Ingredients
The following ingredients have 4 Servings
- 4 Pounds Spaghetti Squash (1 Small Squash)
- 1/3 Cup Shredded Parmesan Cheese
- 2 Tablespoons Unsalted Butter
- 1/4 Cup Pesto
- 1/2 Teaspoon Kosher Salt
- 2 Cups Water
- 24 Ounces Jarred Marinara Sauce (Or Homemade Marinara Sauce)
Instruction
- Rinse outside of spaghetti squash and pierce the squash 4 to 6 times with a large kitchen knife.
- Place squash in the bottom of a 6 quart or larger slow cooker with 2 cups of water.
- Cover and cook on LOW for 5 to 6 hours or 3 to 4 hours on HIGH, checking occasionally to make sure the water has not evaporated away. If it has, quickly remove the lid and add a little bit more water.
- Carefully remove squash from slow cooker and place on a cutting board.
- Using a large kitchen knife, cut the squash in half lengthwise and scoop out and discard the seeds with a spoon.
- Shred the flesh of the squash with a fork to create spaghetti-like strands. Discard the rind of the squash.
- In a large skillet on the stove-top, melt the butter and then add the shredded squash, Parmesan cheese, pesto and salt.
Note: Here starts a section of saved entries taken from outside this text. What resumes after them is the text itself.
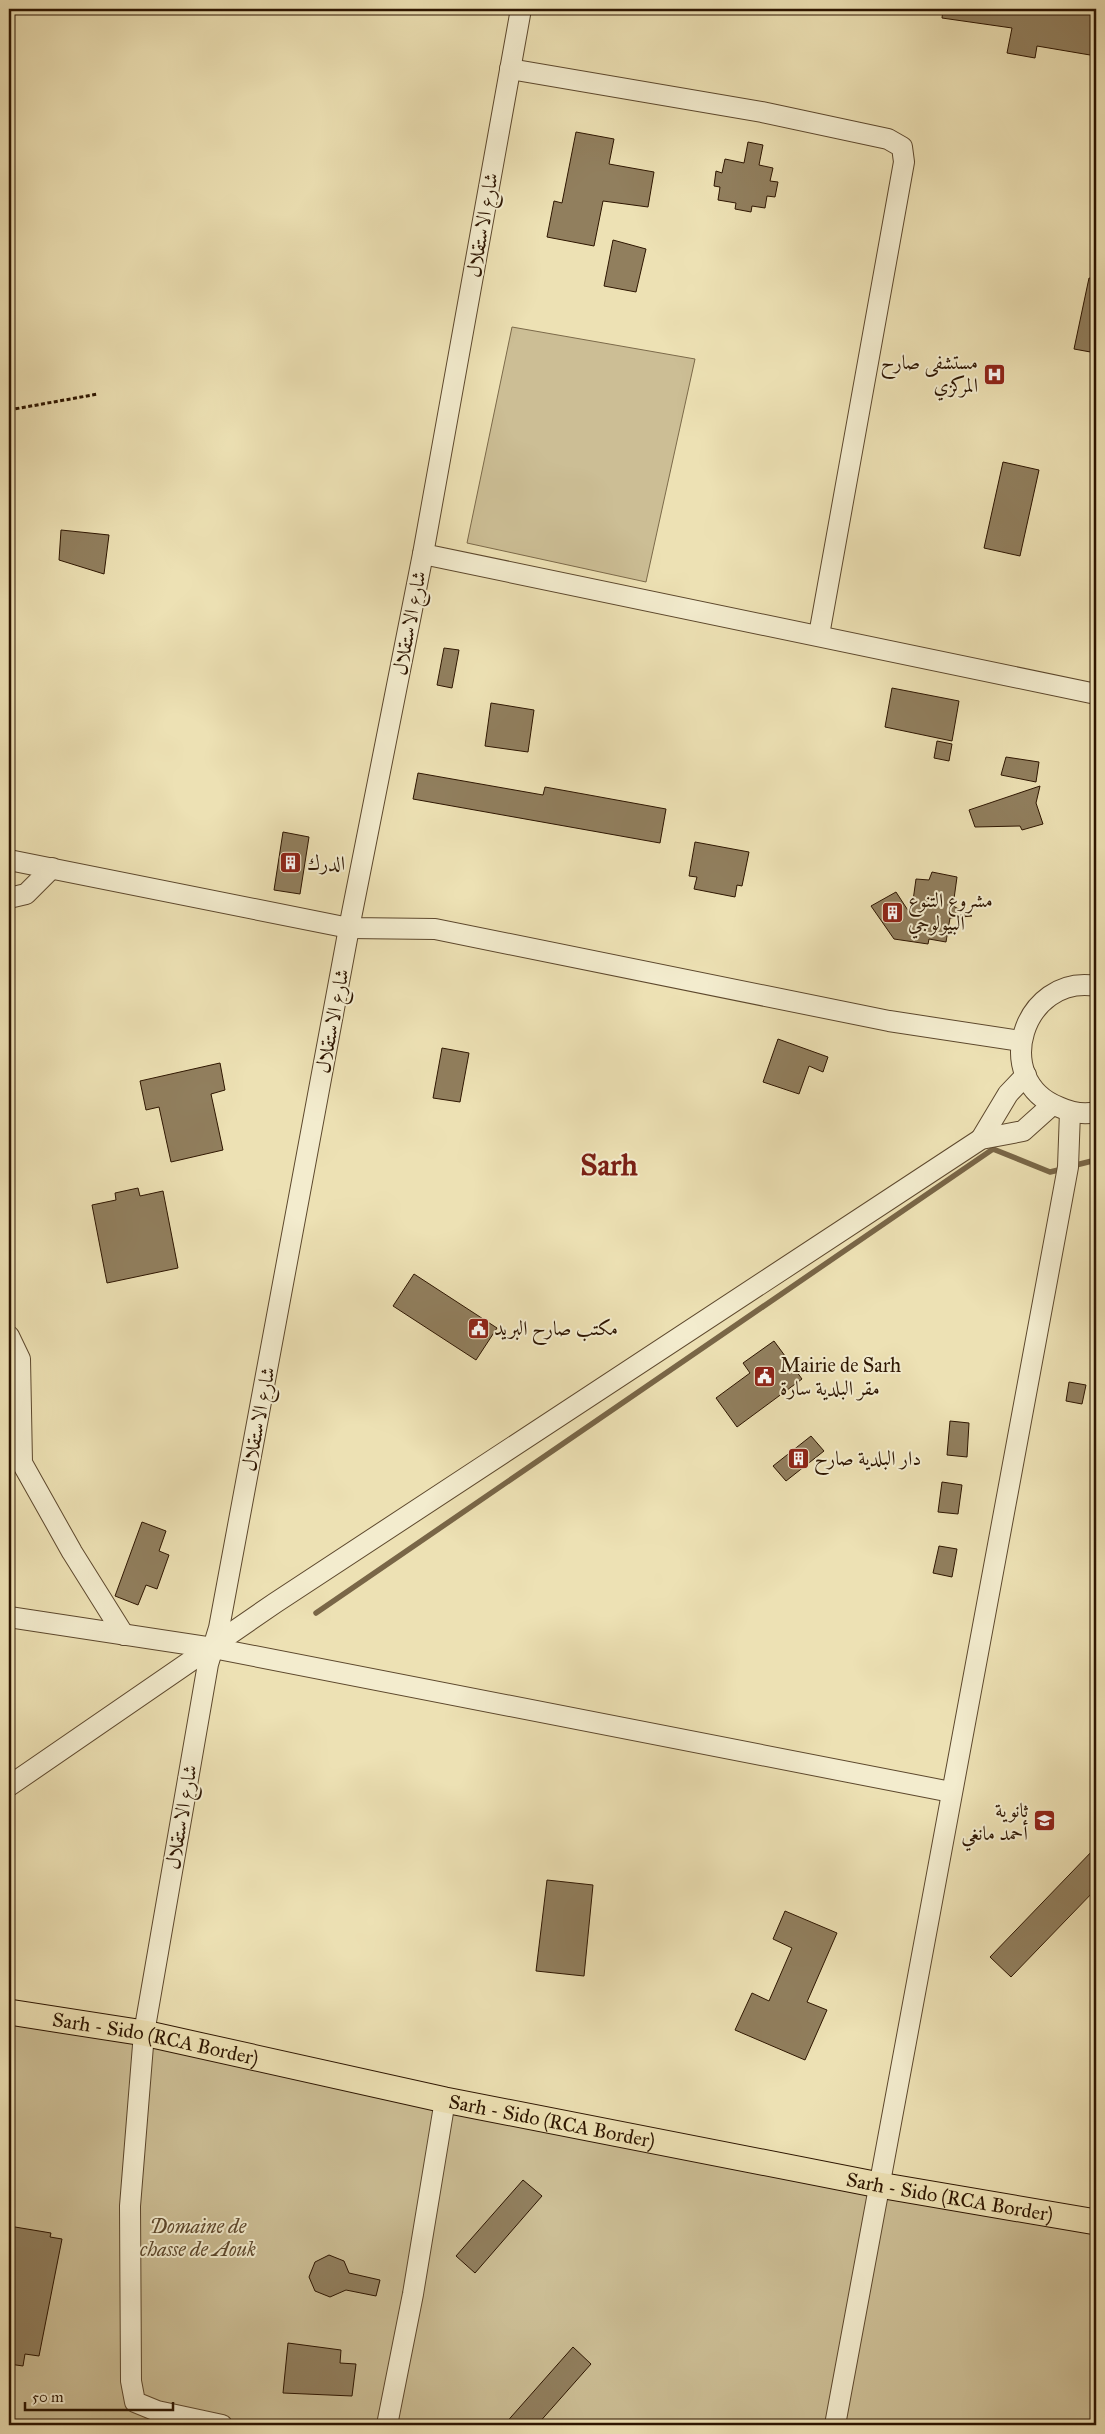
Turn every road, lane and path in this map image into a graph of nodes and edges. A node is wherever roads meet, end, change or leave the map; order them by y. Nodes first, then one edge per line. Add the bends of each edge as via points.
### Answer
1 (521, 9) edge
2 (510, 70) junction
3 (98, 394) dead end
4 (9, 410) edge
5 (423, 554) junction
6 (819, 635) junction
7 (1096, 694) edge
8 (9, 860) edge
9 (52, 868) junction
10 (9, 898) edge
11 (349, 928) junction
12 (1095, 982) edge
13 (1021, 1041) junction
14 (1026, 1075) junction
15 (1061, 1108) junction
16 (1096, 1112) edge
17 (981, 1139) junction
18 (9, 1336) edge
19 (9, 1617) edge
20 (124, 1635) junction
21 (213, 1648) junction
22 (9, 1786) edge
23 (952, 1792) junction
24 (9, 2012) edge
25 (144, 2033) junction
26 (445, 2100) junction
27 (879, 2185) junction
28 (1096, 2222) edge
29 (222, 2425) edge
30 (387, 2425) edge
31 (835, 2425) edge

1 - 2 street, شارع الاستقلال
2 - 5 street, شارع الاستقلال
2 - 6 street via 762,112 888,139 902,147 904,162
3 - 4 path
5 - 6 street
5 - 11 street, شارع الاستقلال
6 - 7 street
8 - 9 street
9 - 10 street via 26,894
9 - 11 street
11 - 13 street via 435,929 889,1021
11 - 21 street, شارع الاستقلال
12 - 13 street via 1055,993 1038,1005 1027,1022
13 - 14 street
14 - 15 street via 1037,1092
14 - 17 street via 1008,1094
15 - 16 street
15 - 17 street via 1023,1131
15 - 23 street via 1068,1167
17 - 21 street
18 - 20 street via 20,1359 22,1463
19 - 20 street
20 - 21 street
21 - 22 street
21 - 23 street
21 - 25 street, شارع الاستقلال
23 - 27 street
24 - 25 main road, Sarh - Sido (RCA Border)
25 - 26 main road, Sarh - Sido (RCA Border)
25 - 29 street, شارع الاستقلال via 130,2206 130,2381 136,2402 157,2411
26 - 27 main road, Sarh - Sido (RCA Border)
26 - 30 street via 413,2294
27 - 28 main road, Sarh - Sido (RCA Border)
27 - 31 street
Cook over medium-low heat.
- Stir continuously to prevent burning and to help evaporate some of the excess moisture.
- While the squash is cooking heat up the marinara sauce in a pan on the stove top until bubbling hot.
- Serve squash with marinara sauce spooned over top, garnishing with additional shredded Parmesan cheese if desired.